*** Records to process ***

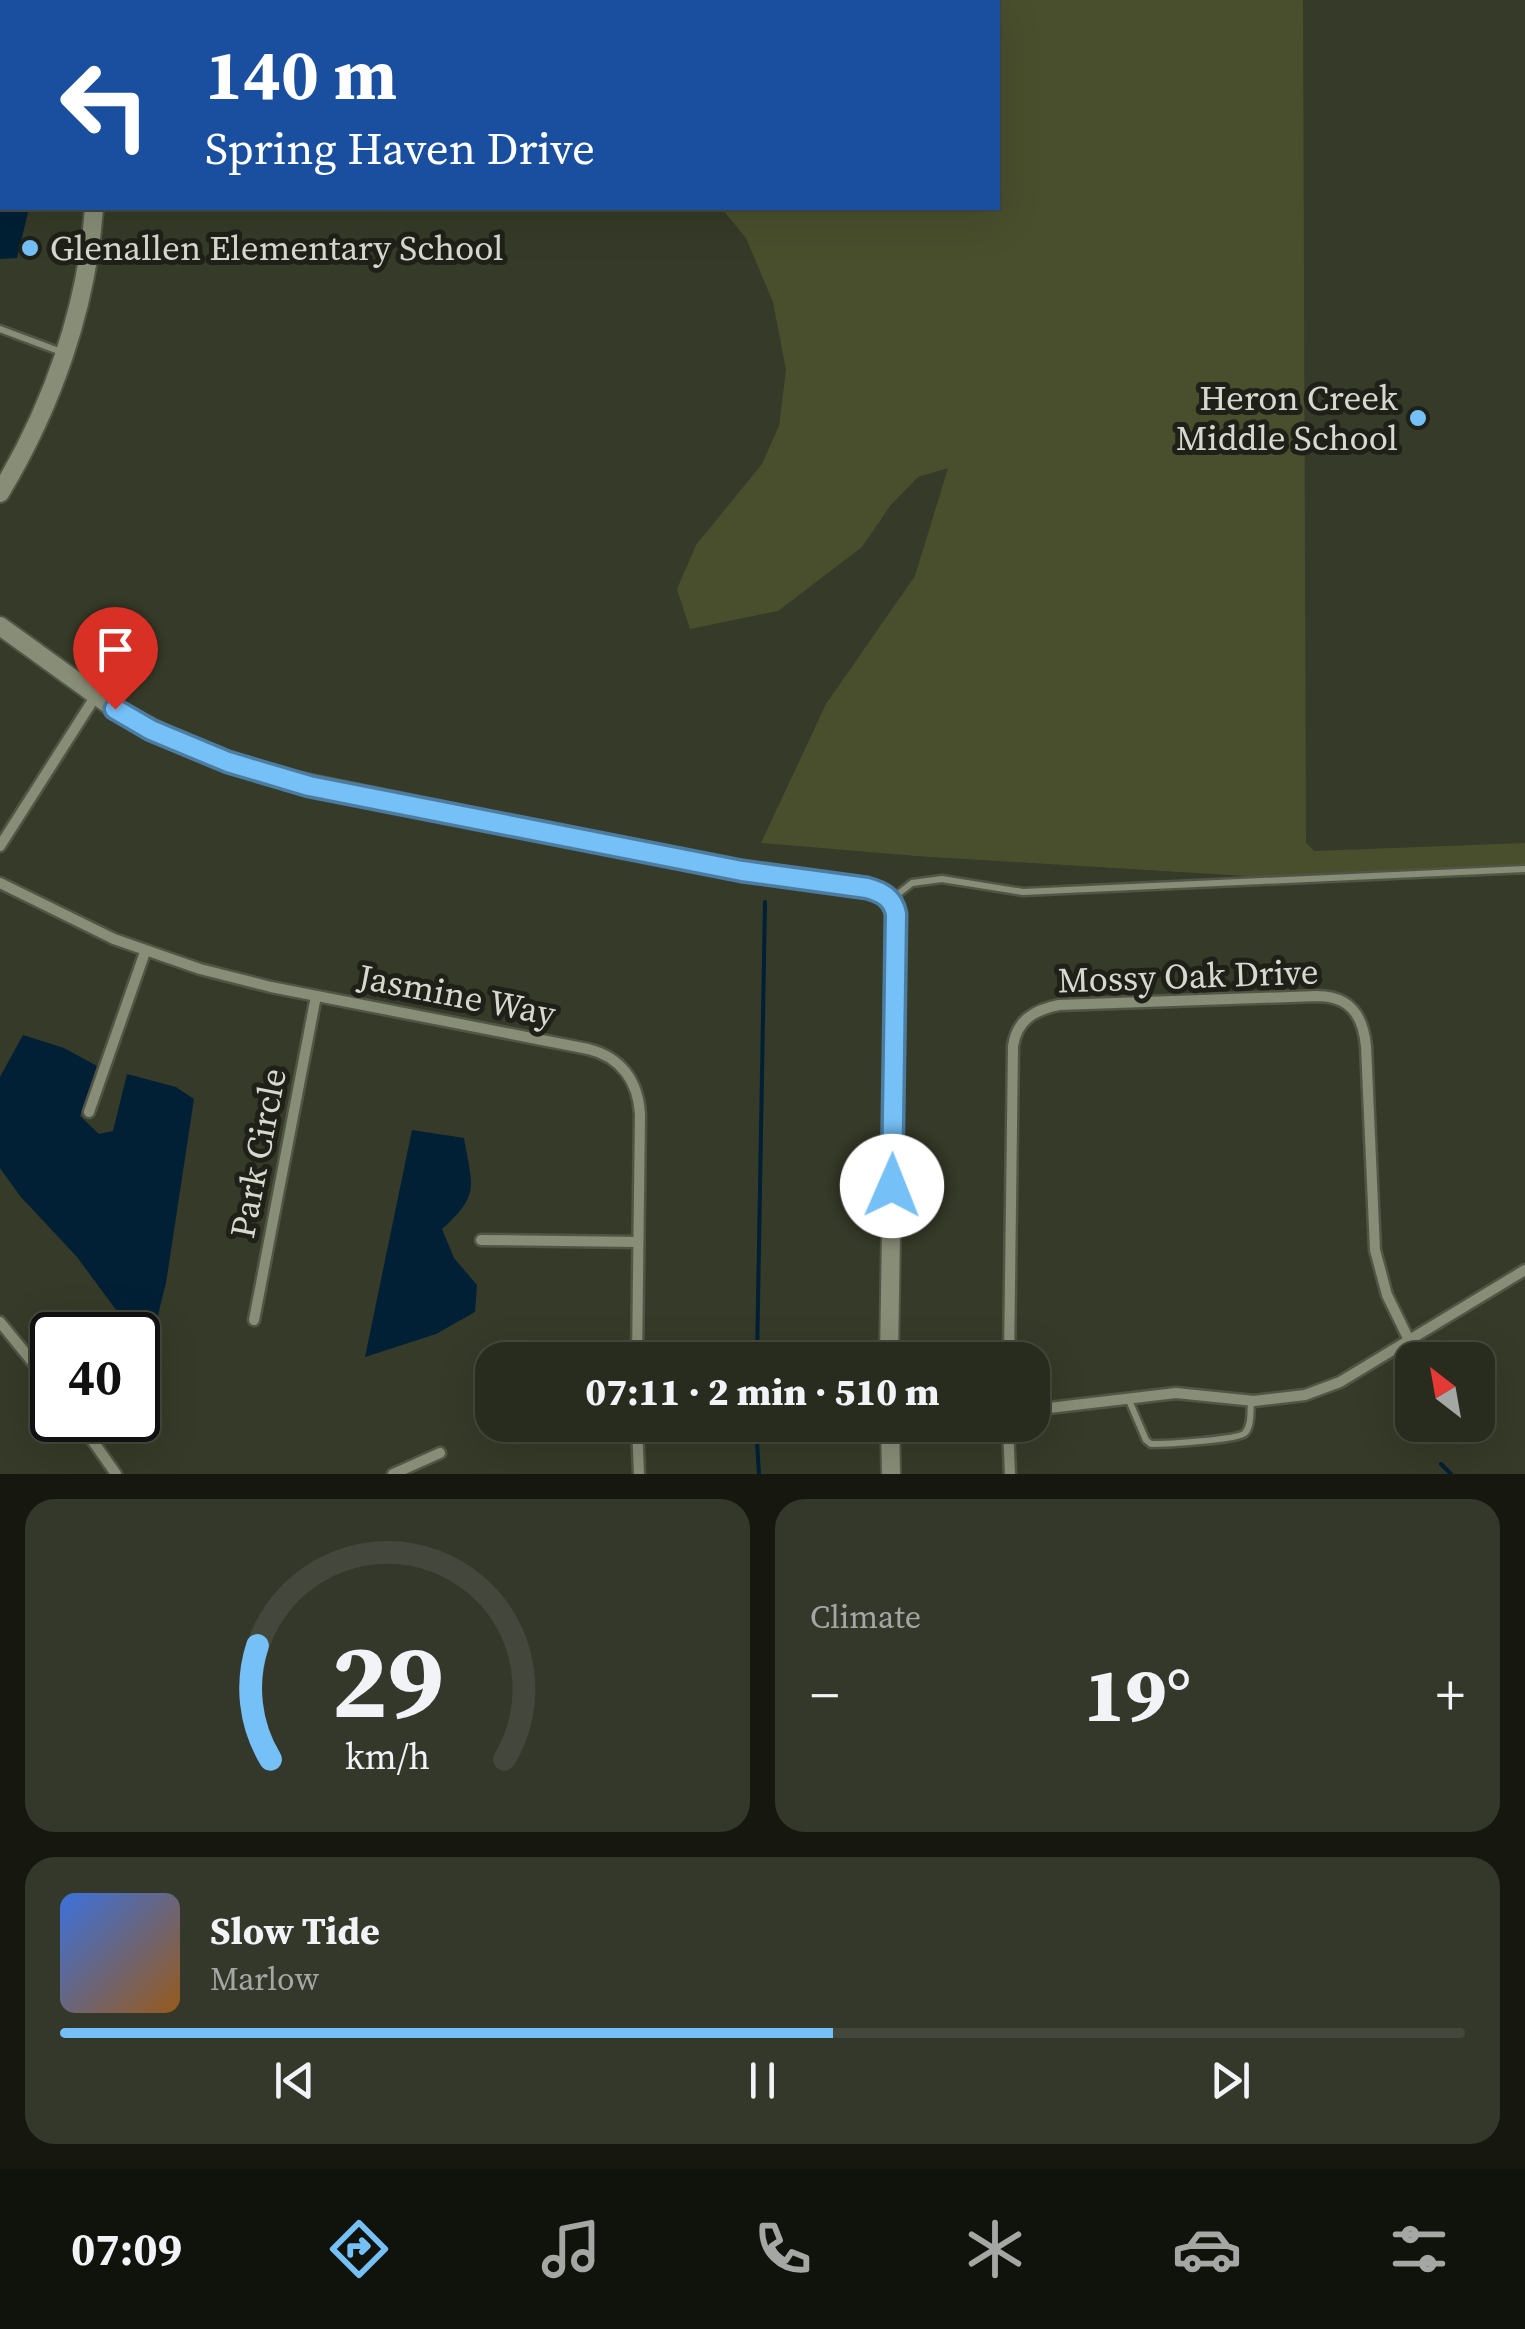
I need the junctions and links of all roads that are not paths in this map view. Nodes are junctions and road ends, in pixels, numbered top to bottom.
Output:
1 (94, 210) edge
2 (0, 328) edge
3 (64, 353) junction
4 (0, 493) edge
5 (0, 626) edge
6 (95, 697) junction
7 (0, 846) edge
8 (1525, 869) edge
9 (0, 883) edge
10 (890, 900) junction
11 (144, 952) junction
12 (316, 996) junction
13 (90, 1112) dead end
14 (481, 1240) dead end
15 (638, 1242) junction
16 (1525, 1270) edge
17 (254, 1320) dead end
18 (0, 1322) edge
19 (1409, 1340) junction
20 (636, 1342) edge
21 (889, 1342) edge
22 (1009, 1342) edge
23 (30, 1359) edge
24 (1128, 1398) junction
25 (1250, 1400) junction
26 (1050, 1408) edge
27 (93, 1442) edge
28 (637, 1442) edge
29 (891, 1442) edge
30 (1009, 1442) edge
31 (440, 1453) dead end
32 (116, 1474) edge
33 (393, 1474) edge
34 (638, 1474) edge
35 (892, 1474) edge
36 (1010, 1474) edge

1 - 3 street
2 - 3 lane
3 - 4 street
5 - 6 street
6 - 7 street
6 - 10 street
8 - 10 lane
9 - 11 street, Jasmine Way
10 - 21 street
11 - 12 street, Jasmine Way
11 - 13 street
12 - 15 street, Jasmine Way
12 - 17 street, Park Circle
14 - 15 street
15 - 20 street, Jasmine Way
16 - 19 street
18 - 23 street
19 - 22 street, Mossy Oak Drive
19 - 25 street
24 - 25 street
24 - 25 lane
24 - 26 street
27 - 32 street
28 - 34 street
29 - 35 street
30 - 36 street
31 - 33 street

*** End of Records to process ***

About this exercise - Go through the data, and copy each line in which the word "dead" appears.

Task result -
13 (90, 1112) dead end
14 (481, 1240) dead end
17 (254, 1320) dead end
31 (440, 1453) dead end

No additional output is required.